Leaders need to be humble if co-creation is to be effective

I’d been meaning to refer readers to this for a few weeks (it has appeared on my Facebook pages, including the “fan” page—a good place to go if you prefer my musings filtered, without the minutiæ and without clogging up your feeds). My friend and colleague, Dr Nicholas Ind, has been writing about leadership and the need for leaders to show humility—not divisiveness—in an age when we expect co-creation to bring out the best in organizations.
   Nicholas begins, ‘So in spite of the rise of participation in the workplace and the appreciation of emotional intelligence as a virtue, the prevailing way of leading is still more Fordist than Googleist.’ And yet, he argues, it shouldn’t be. We’ve often looked at how responsive flat start-ups are, and how larger organizations seek to capture that sort of energy—and the simple answer lies, often, in their creativity. But those leaders that try to push certain agenda, or a cult of personality, without respecting the capability or mix of their teams, suffer in the 2010s, because the organizations cease to be creative. Layers emerge, sycophants congregate, and institutionalization sets in. Much like in politics.
   Ideally, the best ideas should surface to the top, given the opportunity, and given the right sort of structure. And that the input cannot come exclusively from within the organization: co-creation must involve audiences, notably customers—in politics, it must involve citizens and voters.
   Back to Nick:

The newer argument is that innovation matters more and more. The issue has, therefore, become not only how to engage employees, but also how to get closer to customers and involve them in the development of brands … The upside of involving customers is the creativity and cognitive diversity of the very people who will be buying and using what the company produces. The downside is the threat to the certainty of leadership and the sanctity of the leader.

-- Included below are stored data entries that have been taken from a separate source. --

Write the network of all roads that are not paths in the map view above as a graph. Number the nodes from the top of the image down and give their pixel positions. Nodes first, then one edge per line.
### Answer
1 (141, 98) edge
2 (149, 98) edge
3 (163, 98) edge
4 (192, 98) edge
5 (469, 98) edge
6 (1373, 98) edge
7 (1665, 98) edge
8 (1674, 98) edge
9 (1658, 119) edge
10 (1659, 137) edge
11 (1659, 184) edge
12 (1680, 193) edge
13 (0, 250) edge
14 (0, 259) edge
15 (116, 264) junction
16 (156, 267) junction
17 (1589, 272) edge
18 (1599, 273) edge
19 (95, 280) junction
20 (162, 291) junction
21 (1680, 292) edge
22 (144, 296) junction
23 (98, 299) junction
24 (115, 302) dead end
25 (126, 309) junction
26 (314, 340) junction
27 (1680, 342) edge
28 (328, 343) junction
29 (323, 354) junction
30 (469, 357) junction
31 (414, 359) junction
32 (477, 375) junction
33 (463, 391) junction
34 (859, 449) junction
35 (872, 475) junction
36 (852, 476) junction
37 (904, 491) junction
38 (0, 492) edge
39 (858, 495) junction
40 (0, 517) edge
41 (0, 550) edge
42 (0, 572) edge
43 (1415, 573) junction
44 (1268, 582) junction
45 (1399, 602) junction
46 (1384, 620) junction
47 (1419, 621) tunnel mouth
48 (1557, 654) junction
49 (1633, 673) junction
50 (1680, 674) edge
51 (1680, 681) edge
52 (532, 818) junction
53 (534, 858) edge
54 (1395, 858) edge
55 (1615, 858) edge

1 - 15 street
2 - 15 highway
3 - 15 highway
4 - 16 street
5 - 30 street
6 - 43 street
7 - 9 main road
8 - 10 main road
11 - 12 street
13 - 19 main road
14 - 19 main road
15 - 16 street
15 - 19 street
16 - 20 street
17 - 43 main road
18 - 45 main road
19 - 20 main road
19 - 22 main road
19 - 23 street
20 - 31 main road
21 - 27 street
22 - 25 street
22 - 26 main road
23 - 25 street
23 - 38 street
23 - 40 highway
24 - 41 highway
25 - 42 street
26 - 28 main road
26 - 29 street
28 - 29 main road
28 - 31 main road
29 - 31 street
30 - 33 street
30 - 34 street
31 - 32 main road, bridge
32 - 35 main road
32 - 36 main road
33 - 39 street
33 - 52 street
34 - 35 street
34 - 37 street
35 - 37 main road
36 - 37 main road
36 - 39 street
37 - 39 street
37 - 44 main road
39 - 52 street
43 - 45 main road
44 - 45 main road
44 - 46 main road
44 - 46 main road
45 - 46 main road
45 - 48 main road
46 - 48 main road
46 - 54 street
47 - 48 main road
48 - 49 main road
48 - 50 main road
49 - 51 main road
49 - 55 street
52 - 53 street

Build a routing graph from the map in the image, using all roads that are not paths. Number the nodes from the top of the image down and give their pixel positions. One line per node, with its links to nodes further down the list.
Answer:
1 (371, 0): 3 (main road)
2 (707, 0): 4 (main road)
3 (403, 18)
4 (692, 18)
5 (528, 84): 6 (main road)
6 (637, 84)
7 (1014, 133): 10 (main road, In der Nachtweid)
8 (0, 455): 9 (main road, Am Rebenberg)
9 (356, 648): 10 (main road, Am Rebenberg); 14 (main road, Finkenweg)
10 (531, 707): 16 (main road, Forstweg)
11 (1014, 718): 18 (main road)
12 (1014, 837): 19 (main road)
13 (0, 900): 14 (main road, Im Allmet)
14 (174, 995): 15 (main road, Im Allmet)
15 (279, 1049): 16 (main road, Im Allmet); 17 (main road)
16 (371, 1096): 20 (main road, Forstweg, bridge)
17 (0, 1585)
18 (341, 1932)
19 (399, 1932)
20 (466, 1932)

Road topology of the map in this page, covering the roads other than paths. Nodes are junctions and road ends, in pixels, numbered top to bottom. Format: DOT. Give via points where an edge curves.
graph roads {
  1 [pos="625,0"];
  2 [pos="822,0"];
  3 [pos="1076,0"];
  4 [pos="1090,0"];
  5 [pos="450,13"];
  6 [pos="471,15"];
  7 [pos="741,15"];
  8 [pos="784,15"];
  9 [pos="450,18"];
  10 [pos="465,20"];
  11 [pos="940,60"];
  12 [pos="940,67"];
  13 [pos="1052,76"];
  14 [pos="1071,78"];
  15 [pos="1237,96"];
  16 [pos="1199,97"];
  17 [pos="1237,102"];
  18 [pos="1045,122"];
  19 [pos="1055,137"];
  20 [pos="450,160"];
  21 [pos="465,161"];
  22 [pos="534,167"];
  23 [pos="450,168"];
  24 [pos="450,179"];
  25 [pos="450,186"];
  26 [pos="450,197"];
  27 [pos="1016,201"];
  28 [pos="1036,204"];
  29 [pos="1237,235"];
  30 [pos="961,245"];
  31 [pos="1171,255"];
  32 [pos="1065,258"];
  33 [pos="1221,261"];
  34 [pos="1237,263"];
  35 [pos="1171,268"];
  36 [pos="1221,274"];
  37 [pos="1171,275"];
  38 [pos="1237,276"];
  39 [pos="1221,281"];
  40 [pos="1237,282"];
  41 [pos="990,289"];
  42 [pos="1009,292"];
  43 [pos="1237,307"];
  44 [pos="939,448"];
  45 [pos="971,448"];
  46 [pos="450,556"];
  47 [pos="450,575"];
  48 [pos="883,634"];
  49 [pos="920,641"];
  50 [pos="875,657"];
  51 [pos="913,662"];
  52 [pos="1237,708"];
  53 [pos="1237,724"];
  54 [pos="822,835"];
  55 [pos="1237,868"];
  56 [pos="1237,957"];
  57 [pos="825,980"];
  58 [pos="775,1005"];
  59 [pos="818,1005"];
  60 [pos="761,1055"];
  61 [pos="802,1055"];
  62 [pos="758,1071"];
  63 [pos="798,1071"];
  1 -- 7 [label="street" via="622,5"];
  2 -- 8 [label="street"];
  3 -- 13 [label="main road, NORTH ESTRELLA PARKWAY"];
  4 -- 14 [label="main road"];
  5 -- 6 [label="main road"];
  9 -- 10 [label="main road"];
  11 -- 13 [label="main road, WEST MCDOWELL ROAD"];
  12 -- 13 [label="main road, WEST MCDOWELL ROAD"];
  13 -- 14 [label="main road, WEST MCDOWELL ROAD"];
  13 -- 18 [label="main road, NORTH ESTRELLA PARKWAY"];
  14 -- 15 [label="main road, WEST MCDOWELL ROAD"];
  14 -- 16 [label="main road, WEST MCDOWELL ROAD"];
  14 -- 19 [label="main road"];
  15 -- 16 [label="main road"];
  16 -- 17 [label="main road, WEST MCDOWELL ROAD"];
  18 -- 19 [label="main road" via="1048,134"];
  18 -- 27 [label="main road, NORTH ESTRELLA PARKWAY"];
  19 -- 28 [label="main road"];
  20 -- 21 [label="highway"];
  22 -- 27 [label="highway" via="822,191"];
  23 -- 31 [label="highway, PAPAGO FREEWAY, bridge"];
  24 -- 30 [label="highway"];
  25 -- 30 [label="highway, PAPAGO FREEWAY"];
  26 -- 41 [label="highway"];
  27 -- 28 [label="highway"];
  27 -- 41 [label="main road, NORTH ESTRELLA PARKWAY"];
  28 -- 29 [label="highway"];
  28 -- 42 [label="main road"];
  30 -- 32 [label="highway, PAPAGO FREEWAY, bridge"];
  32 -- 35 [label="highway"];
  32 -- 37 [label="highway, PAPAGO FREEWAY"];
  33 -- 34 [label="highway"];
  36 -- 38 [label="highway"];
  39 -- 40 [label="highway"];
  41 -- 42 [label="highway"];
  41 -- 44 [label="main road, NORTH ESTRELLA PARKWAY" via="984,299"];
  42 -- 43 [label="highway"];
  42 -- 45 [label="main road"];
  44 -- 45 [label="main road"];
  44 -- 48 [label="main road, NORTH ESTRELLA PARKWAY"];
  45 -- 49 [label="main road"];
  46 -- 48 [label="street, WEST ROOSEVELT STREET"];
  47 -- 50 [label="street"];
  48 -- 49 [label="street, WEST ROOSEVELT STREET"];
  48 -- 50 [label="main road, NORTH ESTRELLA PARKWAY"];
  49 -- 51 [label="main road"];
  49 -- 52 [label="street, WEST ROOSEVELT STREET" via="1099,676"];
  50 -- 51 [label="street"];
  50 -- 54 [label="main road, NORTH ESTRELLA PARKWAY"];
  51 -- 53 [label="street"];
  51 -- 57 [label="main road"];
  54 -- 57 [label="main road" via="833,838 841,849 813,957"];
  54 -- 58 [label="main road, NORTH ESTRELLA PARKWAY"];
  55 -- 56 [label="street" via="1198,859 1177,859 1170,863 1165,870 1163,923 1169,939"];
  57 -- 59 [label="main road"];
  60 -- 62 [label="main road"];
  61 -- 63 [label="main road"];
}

But, he rightly notes, good leaders should never fear that threat. The best know their weaknesses, and seek help on them through listening to the organization’s audiences—and have good systems through which they can. ‘Leaders can still exercise influence and judgement,’ he writes, ‘but the decision-making process becomes more collective.’ If one has risen to a leadership position, one should have a fairly developed sense of self-awareness. And, one would hope, a sense of dignity and decorum that ties well with humility.
   There’s more in Nicholas’s latest book, written with Clare Fuller and Charles Trevail, Brand Together: How Co-Creation Generates Innovation and Re-energizes Brands, which I’ll be getting once I finish The Organic Organisation.